È domenica mattina, la seconda dell’anno. C’è il sole, e un caldo decisamente fuori stagione. Una coppia giovane, con un bambino seduto sul carrello, sta uscendo dal supermercato. Il papà ha appena salutato la commessa che l’ha aiutato a posizionare correttamente lo scontrino nel lettore ottico che sblocca la sbarra di uscita. Affissa alle porte scorrevoli c’è la locandina di un quotidiano. L’uomo legge distrattamente la notizia: su disposizione del Governo la nave della ONG Ocean Viking dovrà sbarcare nel porto di Ancona. “Li portano fin quassù a rompere, gli immigrati!”. “Ah sì? – risponde lei – A proposito, abbiamo preso i tovaglioli di carta?”. Ecco ciò che siamo diventati, viene da dire. Anche se non ce ne rendiamo conto facciamo tutti parte di quella “disumanità tranquilla, implicita, a tratti forsennata” di cui parla Edgar Morin nel suo ultimo saggio “Svegliamoci”. Di fronte alla minaccia delle gigantesche crisi che caratterizzano il nostro tempo, siamo tutti parte di una medesima “comunità di destino”. Però si tratta di una comunità incosciente – afferma il filosofo francese – caratterizzata da sonnambulismo e cecità. È proprio così?
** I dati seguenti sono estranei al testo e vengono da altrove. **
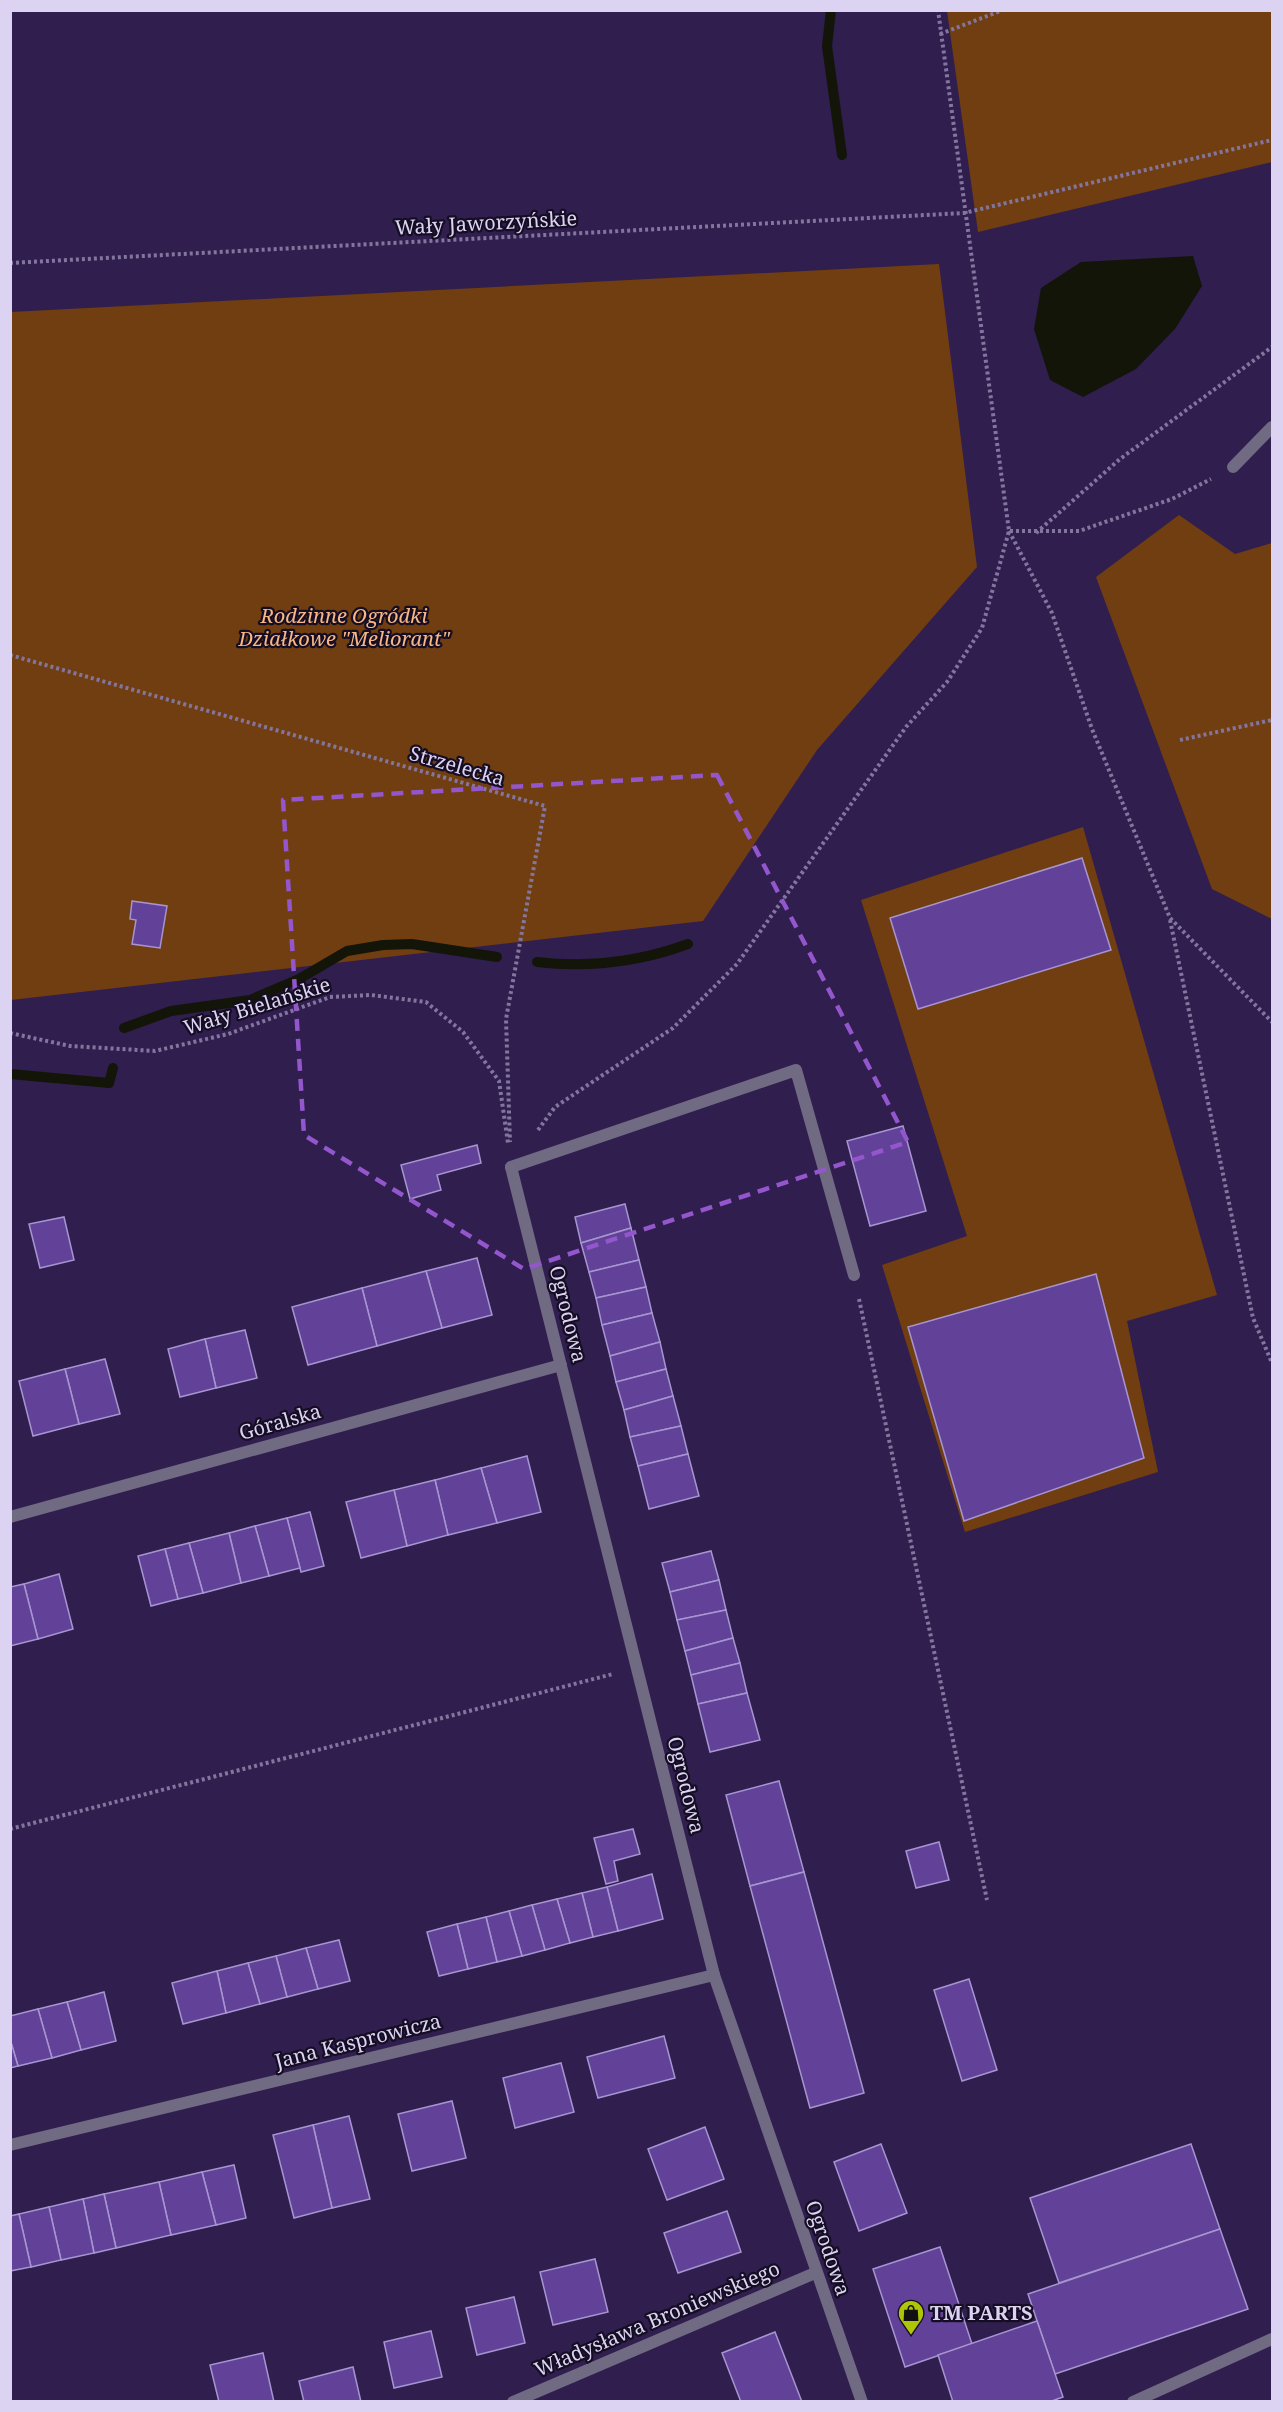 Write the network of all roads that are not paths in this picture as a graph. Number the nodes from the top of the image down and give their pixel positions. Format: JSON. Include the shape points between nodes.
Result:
{"nodes":[{"id":1,"x":1272,"y":427,"type":"edge"},
{"id":2,"x":1233,"y":467,"type":"road end"},
{"id":3,"x":855,"y":1275,"type":"road end"},
{"id":4,"x":561,"y":1365,"type":"junction"},
{"id":5,"x":10,"y":1517,"type":"edge"},
{"id":6,"x":714,"y":1975,"type":"junction"},
{"id":7,"x":10,"y":2145,"type":"edge"},
{"id":8,"x":815,"y":2273,"type":"junction"},
{"id":9,"x":1272,"y":2339,"type":"edge"},
{"id":10,"x":513,"y":2402,"type":"edge"},
{"id":11,"x":862,"y":2402,"type":"edge"},
{"id":12,"x":1133,"y":2402,"type":"edge"}],
"edges":[{"from":1,"to":2,"type":"street"},
{"from":3,"to":4,"type":"street","name":"Ogrodowa","via":[[796,1070],[511,1167]]},
{"from":4,"to":5,"type":"street","name":"Góralska"},
{"from":4,"to":6,"type":"street","name":"Ogrodowa"},
{"from":6,"to":7,"type":"street","name":"Jana Kasprowicza"},
{"from":6,"to":8,"type":"street","name":"Ogrodowa"},
{"from":8,"to":10,"type":"street","name":"Władysława Broniewskiego"},
{"from":8,"to":11,"type":"street","name":"Ogrodowa"},
{"from":9,"to":12,"type":"street"}]} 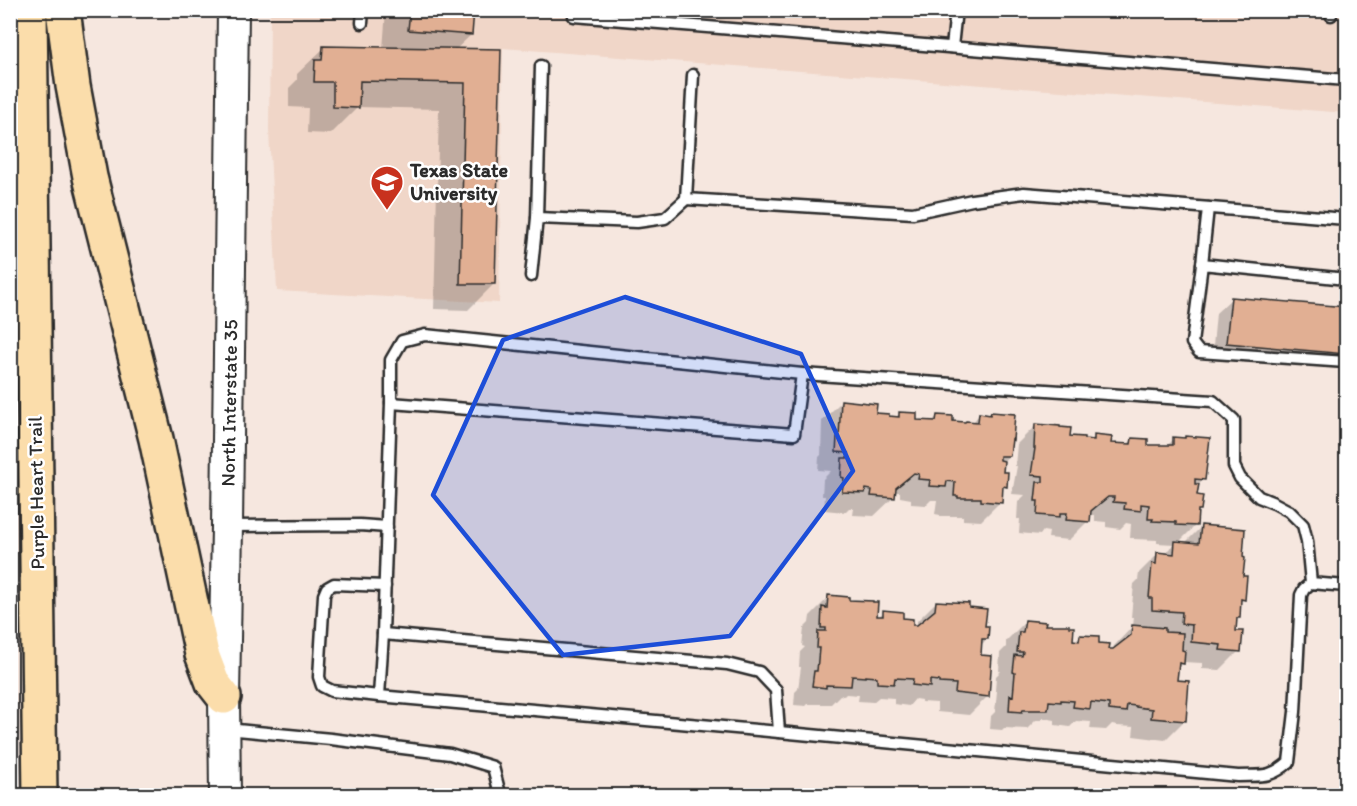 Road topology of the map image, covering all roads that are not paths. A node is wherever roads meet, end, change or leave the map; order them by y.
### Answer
1 (30, 10) edge
2 (63, 10) edge
3 (233, 10) edge
4 (363, 10) edge
5 (574, 10) edge
6 (956, 10) edge
7 (362, 23) dead end
8 (952, 47) junction
9 (541, 66) dead end
10 (693, 75) dead end
11 (1347, 80) edge
12 (686, 199) junction
13 (1208, 208) junction
14 (537, 218) junction
15 (1347, 219) edge
16 (1202, 264) junction
17 (531, 276) dead end
18 (1347, 279) edge
19 (1347, 362) edge
20 (802, 374) junction
21 (391, 403) junction
22 (227, 526) junction
23 (387, 527) junction
24 (1311, 583) junction
25 (384, 586) junction
26 (1347, 586) edge
27 (383, 634) junction
28 (379, 696) junction
29 (224, 697) junction
30 (224, 729) junction
31 (779, 732) junction
32 (499, 790) dead end
33 (40, 795) edge
34 (225, 795) edge

1 - 33 highway, Purple Heart Trail
2 - 29 highway
3 - 22 main road, North Interstate 35
4 - 7 lane
5 - 8 lane
6 - 8 lane
8 - 11 lane
9 - 14 lane
10 - 12 lane
12 - 13 lane
12 - 14 lane
13 - 15 lane
13 - 16 lane
14 - 17 lane
16 - 18 lane
16 - 19 lane
20 - 21 lane
20 - 21 lane
20 - 24 lane
21 - 23 lane
22 - 23 lane
22 - 29 main road, North Interstate 35
23 - 25 lane
24 - 26 lane
24 - 31 lane
25 - 27 lane
25 - 28 lane
27 - 28 lane
27 - 31 lane
28 - 31 lane
29 - 30 main road, North Interstate 35
30 - 32 lane
30 - 34 main road, North Interstate 35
Secondo il dizionario britannico Collins la parola “permacrisi” è quella che meglio rappresenta quanto è accaduto nell’anno 2022. Il neologismo indica una condizione di crisi permanente caratterizzata dal susseguirsi e dal sovrapporsi di eventi pericolosi e destabilizzanti, nei confronti dei quali la nostra capacità di reazione sembra essere congelata. Non è forse vero che, fatta salva qualche voce isolata, stiamo assistendo alla guerra in Ucraina con una rassegnazione preoccupante? Il quadro è ulteriormente complicato dal fatto che si tratta di crisi concatenate tra loro, tutte causate dai medesimi fattori, e i loro effetti tendono a moltiplicarsi in maniera esponenziale: cambiamento climatico, perdita della biodiversità, rischio di nuove malattie, carestie, flussi migratori, guerre. Anche la nostra regione è toccata da queste crisi: la valle glaciale del lago di Pilato è stata inserita, in una “Guida turistica ai deserti d’Italia” del fotografo Gabriele Galimberti, tra i territori italiani a rischio di desertificazione.

Che fare dunque? Come scrollarci di dosso questa pericolosa apatia?
In fondo la parola “crisi” è un termine ambivalente. Indica certamente un grave pericolo, ma anche una opportunità di cambiamento e di rinascita. La prima cosa da fare è proprio prendere coscienza del fatto che siamo tutti parte della stessa comunità di destino: gridiamolo forte, scriviamolo sui muri delle nostre case. Nei momenti di crisi, poi, è necessario abbandonare zavorre inutili per salvare l’essenziale. Dice Edgar Morin che è tempo di promuovere politiche che assicurino la crescita di ciò che salvaguarda e rigenera, e facciano decrescere ciò che inquina e distrugge. Il suo libro è ricco di esempi. Ma sopratutto è necessario presentare prospettive credibili, in grado di mobilitare energie e di rompere l’incantesimo della rassegnazione.

La storia ci insegna che a volte ciò che appare improbabile può accadere. La mente umana è ricca di potenzialità inespresse che attendono solo di essere attivate.

Ci sono ferite luminose, squarci di luce, e segni di chiaroveggenza. È tempo di alzarsi dai bordi delle strade, è tempo di riprendere a camminare insieme. Chi lo farà, conclude Morin, sarà chiamato restauratore di speranza.